There are very few things that really get me spun up these days. Leaving the military has had a calming effect on my overall demeanor. I’m more of a go with the flow kind of guy merged with a guy who still writes a checklist to do the grocery shopping. I’ve had many conversations with strangers and friends over these past two years as a stay at home dad. During these conversations, you have the typical banter or “ball busting” that happens when a couple of guys get together. I’m fine with all of that. I’m fine with being called Mr. Mom on occasion because I understand the reference to the movie and my roll staying home with the kids. I know some stay at home dads get offended when they are called Mr. Mom. That one doesn’t bother me at all. However, there is one statement people make that really gets under my skin.
The conversation I have with other people is fairly innocent. I feel like a jerk sometimes when I correct people on this comment. I know that I’m sort of bucking our traditional societal norms in my role. So, I’m not ripping people’s heads of and doing you-know-what down their throats when this statement comes up. However, I’m pretty adamant that I am not referred to as a babysitter.
The conversation usually goes like this. I’m walking the kids somewhere, maybe the mall, and a person comes up to me and says, “Why what a cute bunch of girls you have there.” I reply, “Thank you, me and wife think so too.” The person then says, “So, I see you’re babysitting the kids today. You’re such a good husband for giving your wife a break.” I stare at them for a few seconds and remind myself about societal norms and how I need to help people change there perspective about my position in the family. I then reply, “You f’in moron, how dare you call me a babysitter, I’m going to rip off your head and…” Just kidding! My reply is always calm and I’m always trying to think of new ways to politely shock people into submission. My standard response is, “No, I’m actually their father and my wife doesn’t pay me 10 dollars an hour to watch them.” Or, “Babysitter, no; super dad, yes.”
After they look at me puzzled and try to process what I’m saying, I usually respond with “My wife is awesome, so she has a great job, and I do this full time. I agreed to sacrifice all my great looks and charm to be with the kids full time.” This usually works. I’ve tried the, “I have no idea who’s kids these are! I found them standing around so I just snatched them up for a test drive.” Or, “My wife died last week, were just walking around trying to work things out.” Those don’t really go over so well. Not very good or funny. I think the calm and sensible approach is the best one. Twisted humor, not so much.
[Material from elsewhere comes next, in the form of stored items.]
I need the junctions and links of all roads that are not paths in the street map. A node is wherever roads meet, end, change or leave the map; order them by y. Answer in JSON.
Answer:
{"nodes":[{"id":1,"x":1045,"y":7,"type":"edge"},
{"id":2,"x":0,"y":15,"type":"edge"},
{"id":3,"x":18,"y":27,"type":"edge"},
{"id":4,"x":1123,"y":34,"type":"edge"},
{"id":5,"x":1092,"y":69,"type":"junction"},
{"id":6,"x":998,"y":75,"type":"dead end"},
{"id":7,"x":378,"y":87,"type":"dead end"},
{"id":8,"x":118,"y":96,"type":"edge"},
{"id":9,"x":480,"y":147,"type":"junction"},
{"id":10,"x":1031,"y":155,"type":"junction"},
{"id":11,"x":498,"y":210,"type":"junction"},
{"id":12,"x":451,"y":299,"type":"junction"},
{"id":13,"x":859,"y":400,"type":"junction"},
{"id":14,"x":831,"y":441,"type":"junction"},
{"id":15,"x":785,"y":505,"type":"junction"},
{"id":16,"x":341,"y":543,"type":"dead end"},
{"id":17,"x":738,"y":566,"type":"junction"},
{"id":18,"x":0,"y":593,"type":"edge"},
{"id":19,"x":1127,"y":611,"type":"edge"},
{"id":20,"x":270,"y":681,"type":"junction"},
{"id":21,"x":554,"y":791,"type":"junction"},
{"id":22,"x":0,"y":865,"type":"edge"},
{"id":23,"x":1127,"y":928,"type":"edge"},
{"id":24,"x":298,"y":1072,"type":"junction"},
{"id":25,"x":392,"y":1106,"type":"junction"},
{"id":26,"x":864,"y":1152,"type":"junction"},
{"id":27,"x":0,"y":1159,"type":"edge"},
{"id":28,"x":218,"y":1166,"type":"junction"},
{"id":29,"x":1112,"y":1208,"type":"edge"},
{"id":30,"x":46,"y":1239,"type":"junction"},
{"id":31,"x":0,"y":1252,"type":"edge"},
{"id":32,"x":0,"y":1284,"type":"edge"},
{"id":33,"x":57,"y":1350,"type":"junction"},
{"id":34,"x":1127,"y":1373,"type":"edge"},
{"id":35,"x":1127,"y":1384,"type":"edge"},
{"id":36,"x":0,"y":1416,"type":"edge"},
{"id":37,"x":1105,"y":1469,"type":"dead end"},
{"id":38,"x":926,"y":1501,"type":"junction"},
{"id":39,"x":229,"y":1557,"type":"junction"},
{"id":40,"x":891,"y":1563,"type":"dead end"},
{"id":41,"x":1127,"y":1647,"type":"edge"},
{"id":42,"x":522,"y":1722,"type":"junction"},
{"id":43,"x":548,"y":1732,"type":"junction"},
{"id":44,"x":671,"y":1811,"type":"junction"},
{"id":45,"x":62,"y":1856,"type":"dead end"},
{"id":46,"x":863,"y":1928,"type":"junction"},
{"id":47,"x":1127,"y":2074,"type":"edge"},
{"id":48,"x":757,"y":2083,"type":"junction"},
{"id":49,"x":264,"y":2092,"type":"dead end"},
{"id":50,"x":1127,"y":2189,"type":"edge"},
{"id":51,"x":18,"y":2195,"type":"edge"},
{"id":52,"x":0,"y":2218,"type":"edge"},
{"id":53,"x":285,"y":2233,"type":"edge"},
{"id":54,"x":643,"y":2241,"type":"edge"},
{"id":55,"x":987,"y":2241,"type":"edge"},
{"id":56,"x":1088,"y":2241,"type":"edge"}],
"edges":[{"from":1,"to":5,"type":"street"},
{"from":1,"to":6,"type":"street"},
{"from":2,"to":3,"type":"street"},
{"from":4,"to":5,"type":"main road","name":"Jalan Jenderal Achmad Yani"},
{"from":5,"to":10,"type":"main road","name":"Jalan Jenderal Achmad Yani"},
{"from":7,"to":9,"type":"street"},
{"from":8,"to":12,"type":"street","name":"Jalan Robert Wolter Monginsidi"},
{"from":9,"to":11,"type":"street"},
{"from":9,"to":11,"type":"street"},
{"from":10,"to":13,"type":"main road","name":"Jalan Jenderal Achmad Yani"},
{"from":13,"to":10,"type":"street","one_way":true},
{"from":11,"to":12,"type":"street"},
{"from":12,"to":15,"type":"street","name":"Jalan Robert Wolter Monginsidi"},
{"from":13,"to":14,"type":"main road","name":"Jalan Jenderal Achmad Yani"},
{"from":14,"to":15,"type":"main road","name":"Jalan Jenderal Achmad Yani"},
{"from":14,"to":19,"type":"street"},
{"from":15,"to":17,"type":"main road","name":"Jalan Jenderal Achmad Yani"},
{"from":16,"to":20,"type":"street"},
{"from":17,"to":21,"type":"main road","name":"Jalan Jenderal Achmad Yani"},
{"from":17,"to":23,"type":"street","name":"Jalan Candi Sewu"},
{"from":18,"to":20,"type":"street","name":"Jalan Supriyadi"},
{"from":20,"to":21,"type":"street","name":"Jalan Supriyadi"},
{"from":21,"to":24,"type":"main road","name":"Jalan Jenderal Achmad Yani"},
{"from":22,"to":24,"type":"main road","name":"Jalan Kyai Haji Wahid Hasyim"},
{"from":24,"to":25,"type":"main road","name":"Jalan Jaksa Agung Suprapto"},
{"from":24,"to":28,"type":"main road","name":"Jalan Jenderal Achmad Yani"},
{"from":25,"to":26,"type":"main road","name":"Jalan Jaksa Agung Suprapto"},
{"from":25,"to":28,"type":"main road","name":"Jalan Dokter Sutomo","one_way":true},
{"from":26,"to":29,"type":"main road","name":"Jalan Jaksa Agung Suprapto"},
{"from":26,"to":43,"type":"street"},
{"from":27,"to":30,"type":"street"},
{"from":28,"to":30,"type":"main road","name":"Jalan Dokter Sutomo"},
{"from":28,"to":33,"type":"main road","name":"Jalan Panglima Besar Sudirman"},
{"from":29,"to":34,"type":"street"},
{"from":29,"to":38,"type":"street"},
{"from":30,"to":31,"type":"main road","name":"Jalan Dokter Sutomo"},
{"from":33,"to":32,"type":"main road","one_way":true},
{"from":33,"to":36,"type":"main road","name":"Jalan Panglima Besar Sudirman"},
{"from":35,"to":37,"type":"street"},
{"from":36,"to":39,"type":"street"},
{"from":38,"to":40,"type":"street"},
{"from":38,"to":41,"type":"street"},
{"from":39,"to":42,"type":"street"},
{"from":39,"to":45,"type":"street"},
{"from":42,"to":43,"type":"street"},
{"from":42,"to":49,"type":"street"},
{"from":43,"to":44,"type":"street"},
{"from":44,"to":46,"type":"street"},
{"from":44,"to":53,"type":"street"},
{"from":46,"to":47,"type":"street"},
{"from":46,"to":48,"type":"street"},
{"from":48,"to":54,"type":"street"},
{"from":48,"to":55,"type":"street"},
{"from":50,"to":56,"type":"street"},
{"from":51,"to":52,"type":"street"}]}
Father – To become a father of a child.
Babysitter – To care for children usually during a short absence of the parents.
Why am I not offended by the Mr. Mom remark? The Mr. Mom remark has a logical reference in its inference. Most people have seen the movie and know what it is about. I’ve done a much better job than Michael Keaton by the way. Calling me a babysitter is offensive. It means I’m not even capable of fathering my children poorly. It means that the idea of me watching the kids in a successful or unsuccessful manner is not even possible. The word babysitter means that I’m not even a parent since I’m watching the kids while the “real” parent/parents are away. I’m placed into a category reserved for pubescent girls/boys. At least the Mr. Mom reference puts me in the father category. So no, Mr. Mom doesn’t bother me at all. Babysitter is a completely illogical comparison.
Why is it so hard for us to imagine that a father can successfully stay at home with his kids? Walking around the mall with the kids, how many people think I’m just strolling around with them until the wife is done shopping at Victoria Secrets? More than I would probably want to admit. Luckily, I’m not one that loses sleep about other peoples opinions (well, except for my wife’s opinion). As I have written before, there are women out there who freely admit to me that they couldn’t handle the stay at home role for more than 8 months. Staying at home is not a gender specific role that we are born with. What gets under my skin, is the difference of perception. People see a mother walking her kids around the mall and all is normal in the world. People see a man walking his kids around the mall and he is just giving mommy a break while she picks out some underwear or gets her nails done. Dads don’t really take care of there kids do they!?
Do not call dads babysitters. Even if we are working and the wife stays at home, it is inappropriate. We are out and about with our children because that is what good fathers do. It is not called “babysitting”, it is called “fathering” children. Dads, on this one, don’t embrace the suck. Tell people what you do, that you can handle fathering your children, and you do it well. Tell them this whether you stay home or whether you work a full time job. We are not “babysitting” our kids, we are fathering them. Be proud guys, because we are doing some of the most important things we will ever do in our lives.